I went to Pisa today to discover the city beyond the tower.  It was a beautiful spring day and the city looked great.  I started at the Piazza dei Miracoli, because you can never get too much of this amazing place, and wandered down Via Santa Maria and into Piazza dei Cavalieri.  It is difficult to take a photo of this that does it justice, it is just too big.  There are some wonderful buildings here, most of which belong to the university.

in Piazza dei Cavalieri

He looks quite important

From here I headed to Borgo Stretto, the main shopping and comercial street.  Stretto means narrow, and it is in parts.  There are porticos reminiscent of Bologna here and some fabulous old buildings.  The shopping is excellent and there are dozens of good looking restaurants and cafes that look most inviting.

Borgo Stretto

almost lunchtime

The food market is off Borgo Stretto, down Via delle Colonne into Piazza delle Vettovaglie and then Via Domenico Cavalca.

outdoor food market

cavalo, verza & cavalo nero - cabbage

carciofi - artichokes

From here I walked to the Arno.  The water wasn’t blue but it managed a bit of a sparkle in the sun.

along the Arno

a not so old bridge over the Arno

My friend Roz McAllen recommended on her blog  –  in a recent article about Pisa,  the restaurant called Osteria di Cavalieri in Via San Frediano.  I wasn’t disappointed.  I too, tried the zucchini sformatino and found it delicious.  I didn’t take a picture because Roz did it so well.

Osteria dei Cavalieri

After lunch I found a pretty park not far away in Piazza Dante.  Pisa is a university town so there is a vibrancy about the city.  It is good to see lots of young people about; it makes things more interesting.  Off the park, in Via Arancio I discovered Nonna Rosa, a hole in the wall that was offering some very delicious looking food.  I’m going to try that next time.

the pretty park near Nonna Rosa


In addition, the bus trip from Pisa to Lucca is great, particularly if you take the route that includes Ripafratta.  The road winds through small hamlets and passes old villas in varying degrees of repair.  There are old farmhouses and plots of land under cultivation. It makes for an interesting trip.  On the way the narrow road is lined with huge plane trees.  At the moment they are bare, but in summer they will form a green tunnel.

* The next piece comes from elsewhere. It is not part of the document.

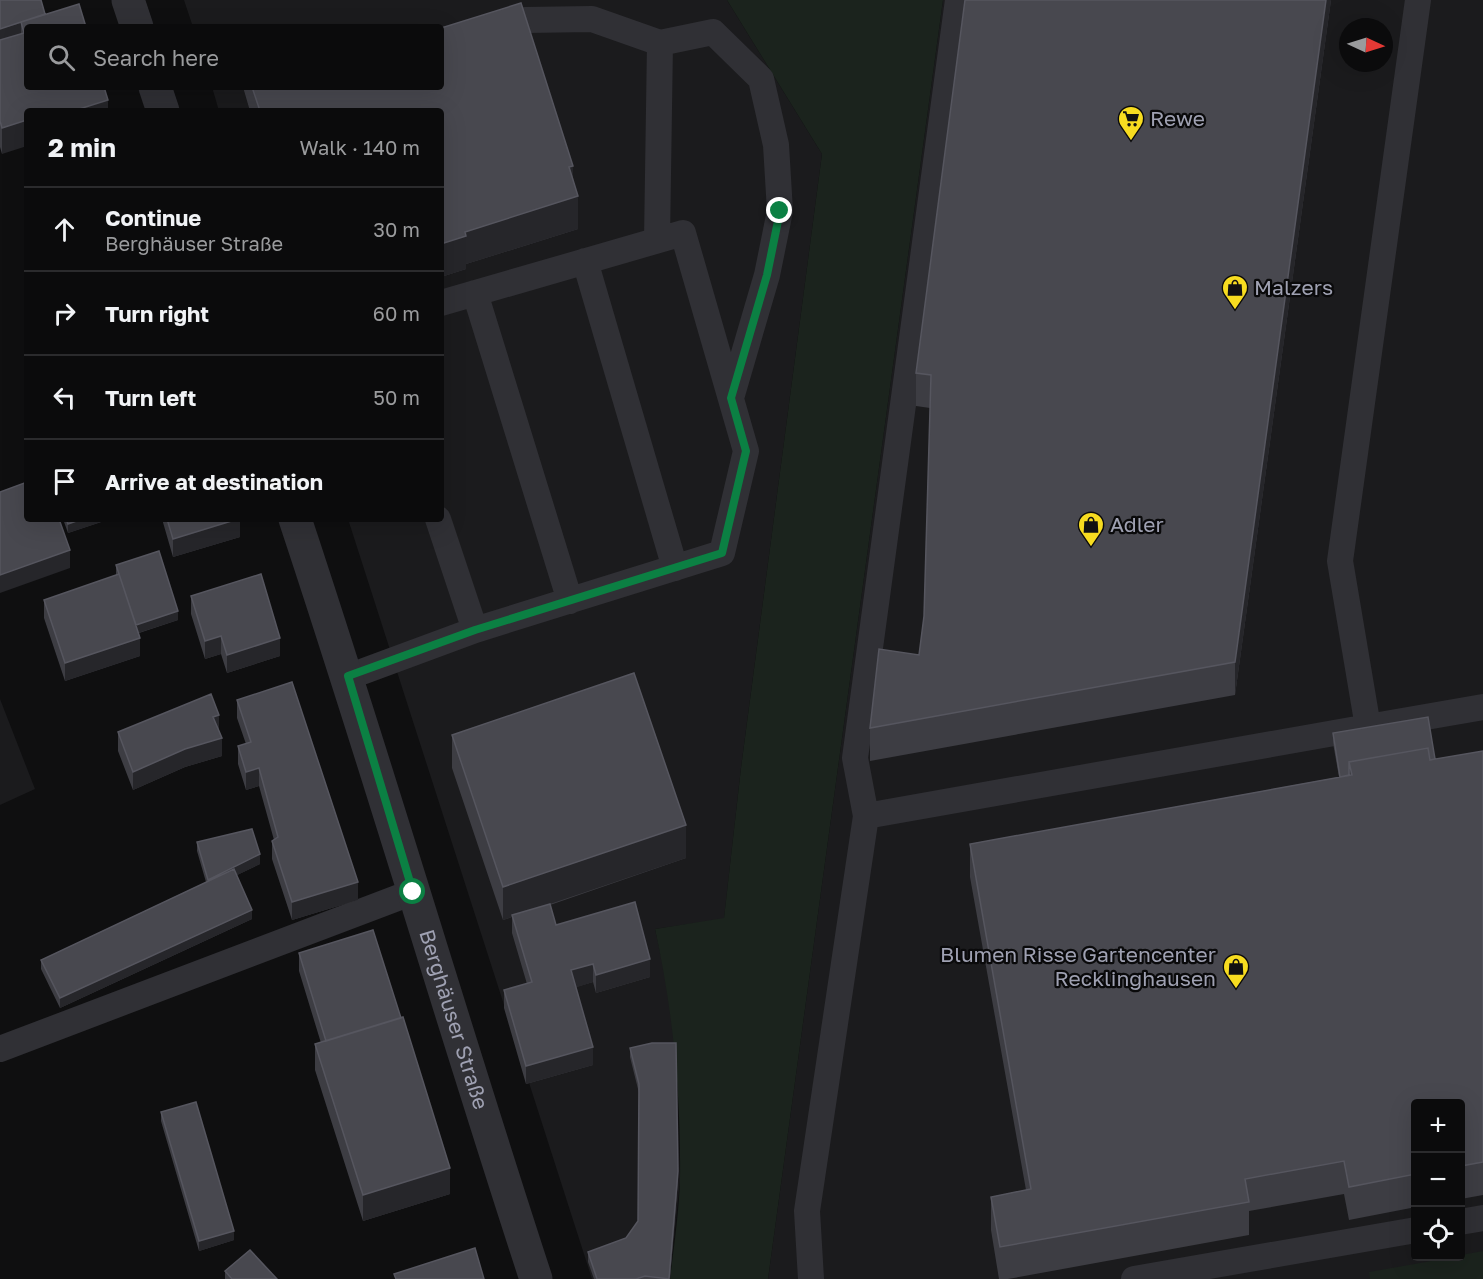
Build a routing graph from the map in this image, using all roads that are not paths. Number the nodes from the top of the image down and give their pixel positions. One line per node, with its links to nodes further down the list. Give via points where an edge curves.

Pisa practises siesta, so if you go in the morning, see the town first and then go back to the tower.  There is nothing so dismal as a town where everything is shut.

decoration on a Pisa bank


I have been back to Pisa and I went to Nonna Rosa for lunch – what a bargain!  Liz, Di and I had a delicious lunch for under euro 5 each.  Next time you are in Pisa go to Via l’Arancia 23 – the food was great!

Liz and Di at Nonna Rosa

the tiny kitchen at Nonna Rosa


  1. Deb, congrats on this great overview of Pisa- just one more delightful historical city I have enjoyed with you. Love your articles-even if i wasnt there with you and Liz ( but I was anyway) ,I could just imagine the ambience,beauty and the history from your words and pictures – hey that sure is a great new camera you’ve got.
    Must admit that little Nona Rosa was good value and quite delicious. Especially after climbing those 300 sloping steps to the top of the tower.
    Keep blogging on you two,
    ciao, Di

  2. I would be happy to help if I can. What do you need to know about the tower?